The requisites and validity of a transfer of stock in a corporation are governed by the law of the state where the corporation is created. George H. Hammond Co. v. Hastings, 134 U.S. 401, 10 S.Ct., 727,33 L.Ed., 960; Masury v. Arkansas Nat. Bank, C.C., 87 F., 381, and 18 C.J.S., Corporations, 940, § 399.

The present case therefore is controlled by the law of the State of North Carolina.

The law of another state is a question of fact to be pleaded and proven. Bethea v. Allen, 95 S.C. 479,79 S.E., 639; Frasier v. Railway, 73 S.C. 140,52 S.E., 964, and 1932 Code, Sec. 716.

The Court cannot consider statutes or decisions of another state not introduced in evidence. Free v.Railway, 78 S.C. 57, 58 S.E., 952, and ColumbiaWeighing Machine Co. v. Rhem, 164 S.C. 376,162 S.E., 427.

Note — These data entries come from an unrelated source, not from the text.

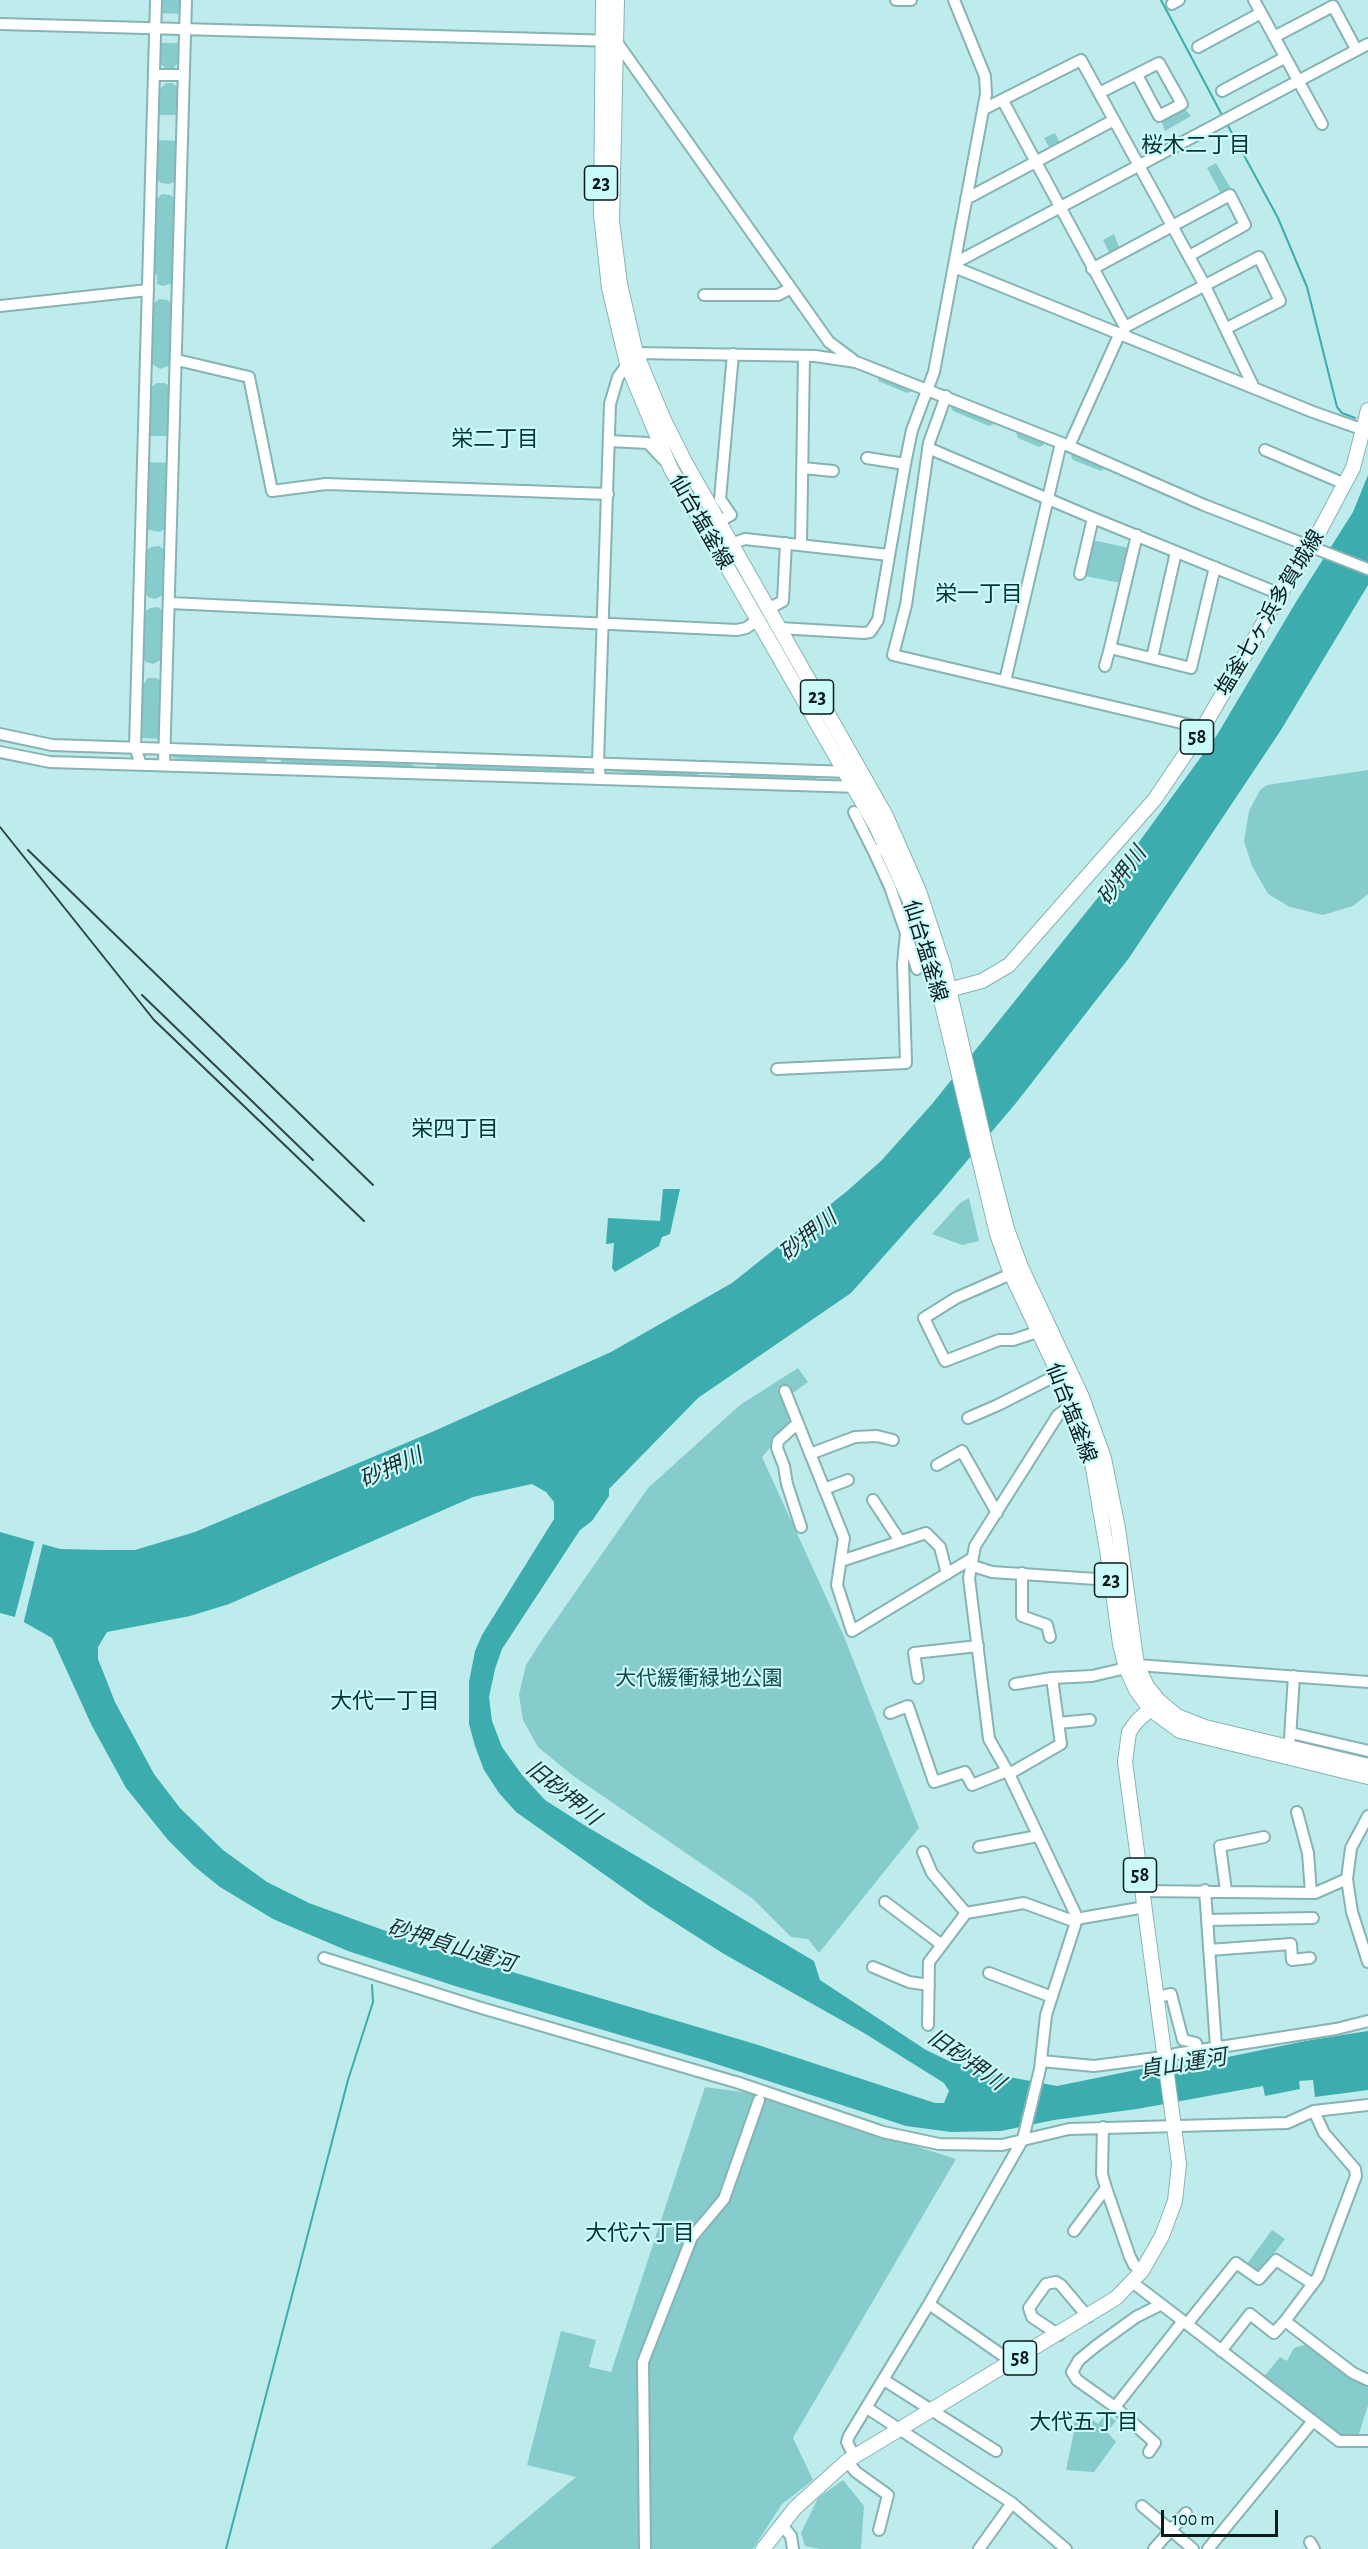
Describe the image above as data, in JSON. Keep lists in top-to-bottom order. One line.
{"streets":{"main road":["23","仙台塩釜線","塩釜七ヶ浜多賀城線","58"]},"crossings":[["仙台塩釜線","塩釜七ヶ浜多賀城線"],["仙台塩釜線","58"]],"districts":["桜木二丁目","栄二丁目","栄一丁目","栄四丁目","大代一丁目","大代六丁目","大代五丁目"],"water":["砂押川","旧砂押川","砂押貞山運河","貞山運河"],"parks":["大代緩衝緑地公園"],"scale_bar":"100 m"}
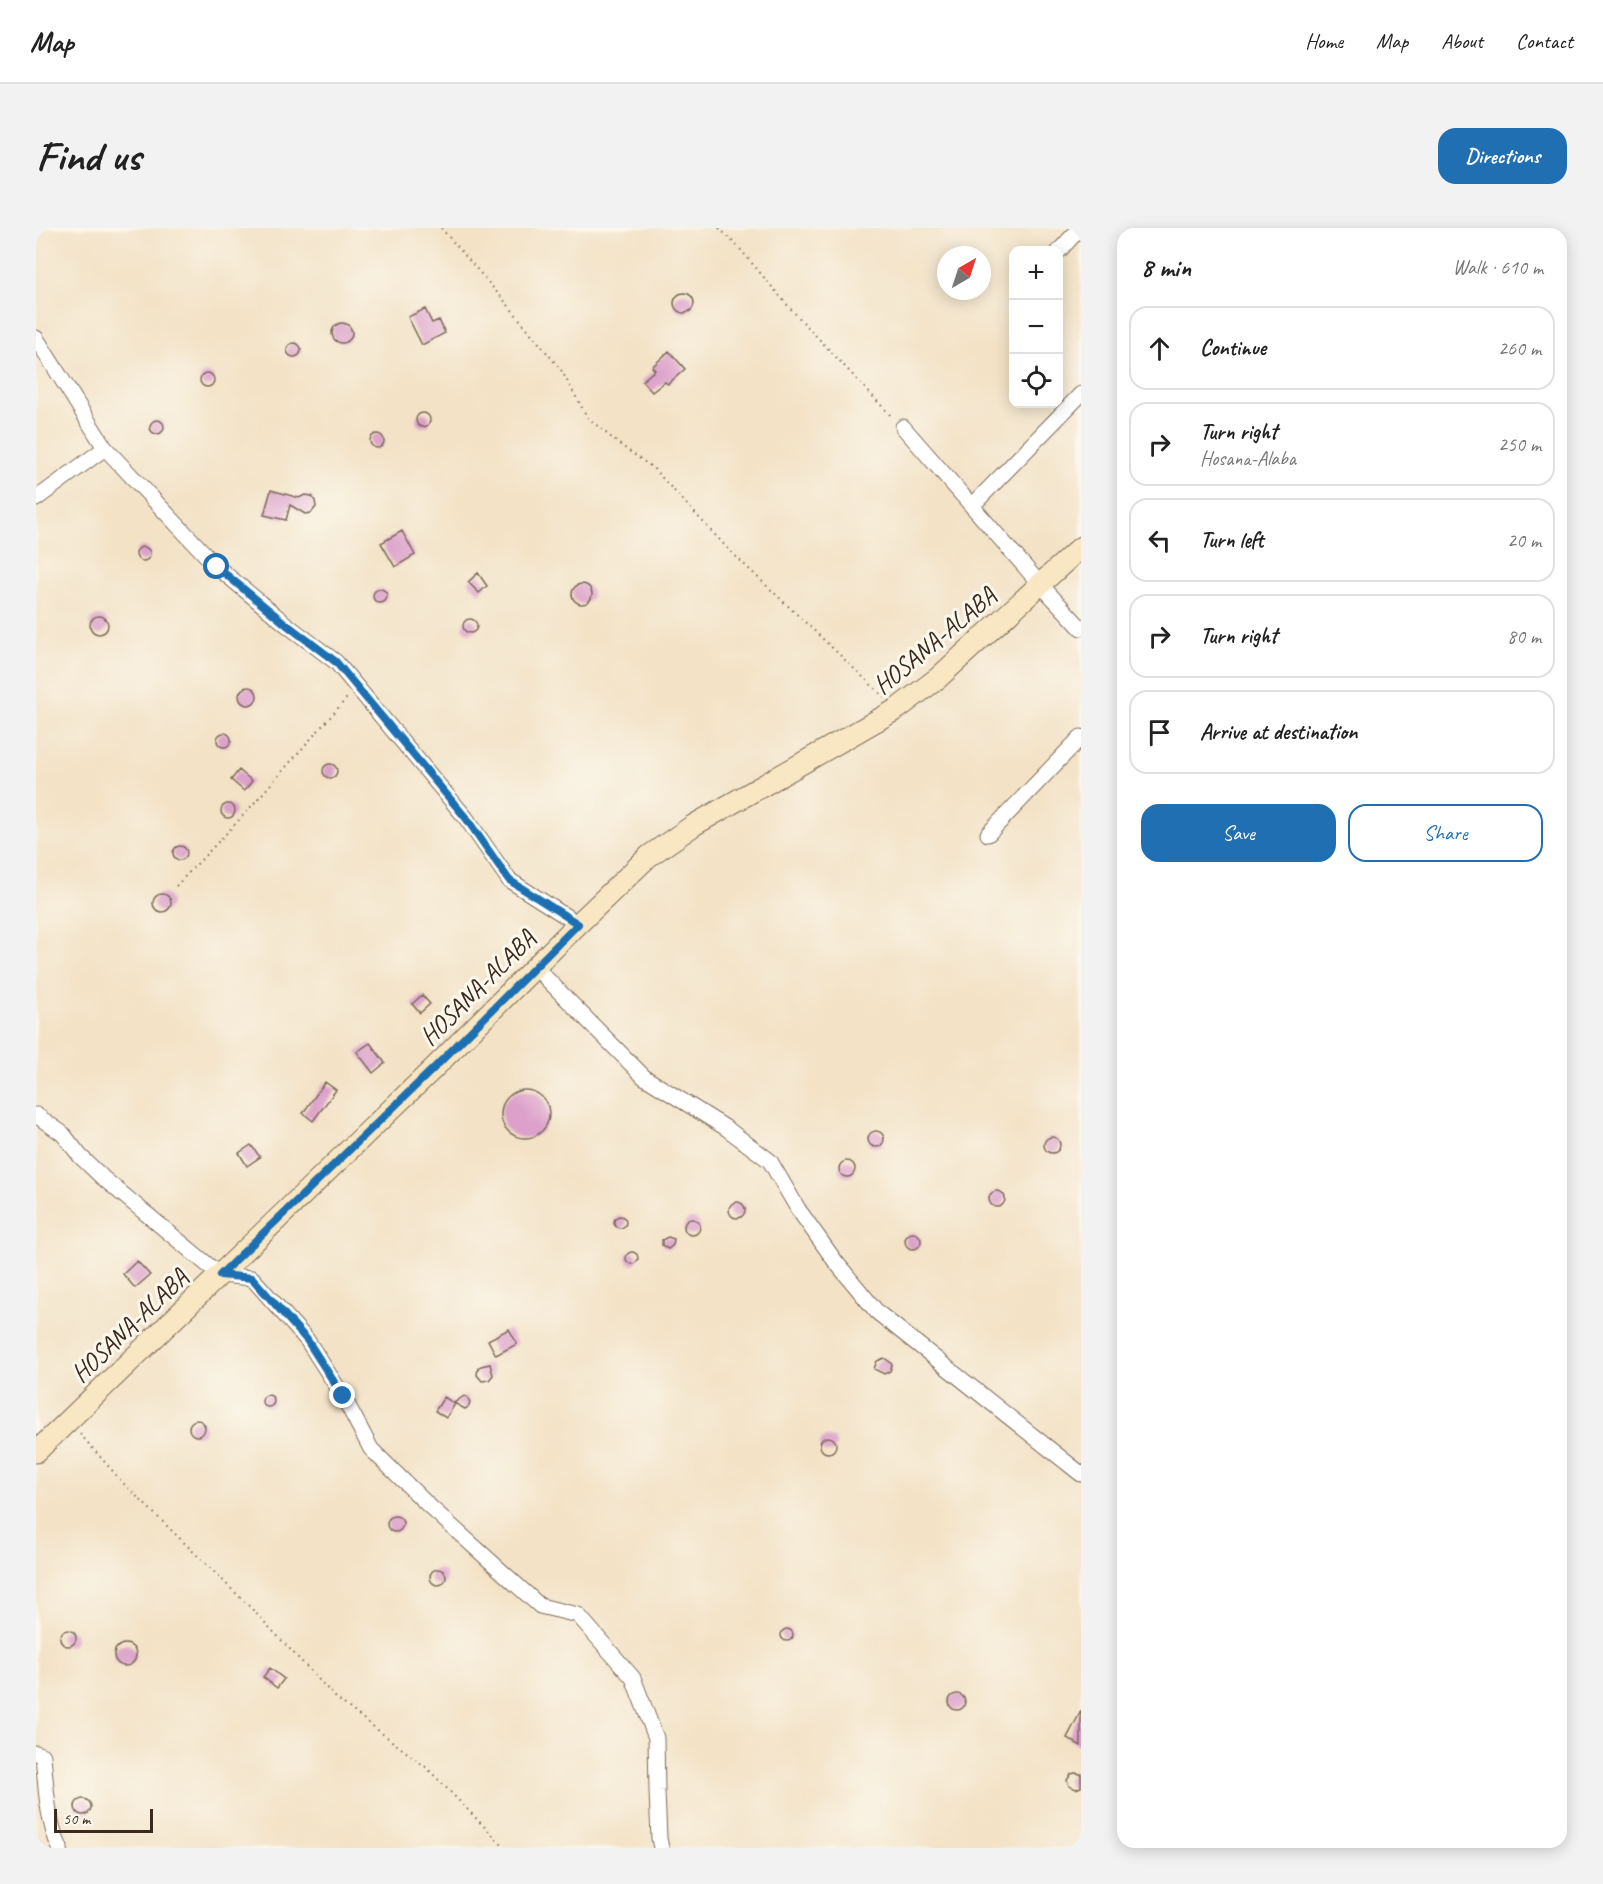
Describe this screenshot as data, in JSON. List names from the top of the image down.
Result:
{
  "streets": {
    "main road": ["HOSANA-ALABA"]
  },
  "scale_bar": "50 m",
  "north": "top right",
  "page": {
    "header": "Map",
    "nav": [
      "Home",
      "Map",
      "About",
      "Contact"
    ],
    "buttons": [
      "Directions",
      ["Save", "Share"]
    ],
    "title": "Find us",
    "heading": ["8 min", "Walk · 610 m"],
    "map_buttons": ["+", "−"],
    "list": [
      ["Continue", "260 m"],
      ["Turn right", "Hosana-Alaba", "250 m"],
      ["Turn left", "20 m"],
      ["Turn right", "80 m"],
      "Arrive at destination"
    ],
    "scale": "50 m"
  }
}
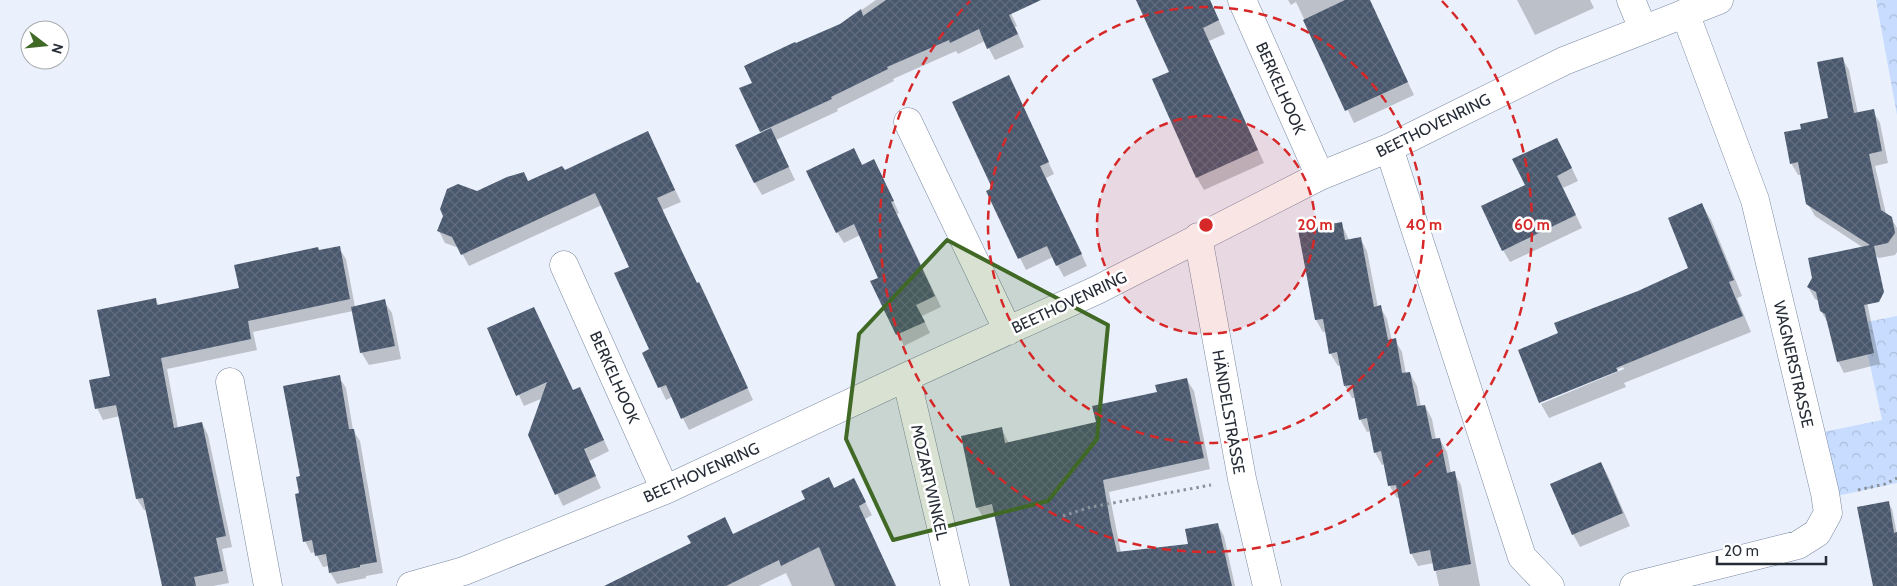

Two statutes, three decisions of the State Court, and two Federal decisions were introduced in evidence as proving the law of the State of North Carolina in this case. And to the extent, of course, that there is no proof of the North Carolina law, the common law of this State will be applied. Crosby v. Railway, 81 S.C. 24,61 S.E., 1064.

The North Carolina statutes in evidence, Sections 1164 and 1170 of the North Carolina Code of 1935, are as follows:

"§ 1164. Transfer of shares. — The shares of stock in a corporation are personal property, and are transferable on the books of the corporation in the manner and under the regulations provided by the by-laws. Whenever a transfer *494 is made for collateral security, and not absolutely, it shall be so expressed in the entry of the transfer."

"§ 1170. Every corporation shall keep at its principal and registered office in this State the transfer books, in which the transfer of stock shall be registered, and the stock books, which shall contain the names and addresses of the stockholders, and the number of shares held by them respectively, and shall at all times during the usual hours for business be open to the examination of every stockholder. These books shall be the only evidence as to who are the stockholders entitled to examine them, and to vote at elections. In case the right to vote upon any share of stock is questioned, the stock books of the corporation shall be referred to, to ascertain who are the stockholders, and in case of a discrepancy between the books, the transfer book shall control and determine who are entitled to vote."

The decisions of the Supreme Court of North Carolina introduced in evidence are: Havens v. Bank of Tarboro,132 N.C. 214, 43 S.E., 639, 95 Am. St. Rep., 627; Coxv. Dowd, 133 N.C. 537, 45 S.E., 846, and Bleakley v.Candler, 169 N.C. 16, 84 S.E., 1039, Ann. Cas., 1917-A, 425.

According to these authorities, under the law of the State of North Carolina, the provision making stock transferable only upon the books of the corporation is not exclusive, but the generality of such provision has been modified as a concession of the needs and customs of commerce so as to permit the vesting of legal title to stock in one to whom the stock certificate has been delivered and properly endorsed by the owner in blank (or directly to the assignee), notwithstanding such transfer has not been entered on the books of the corporation.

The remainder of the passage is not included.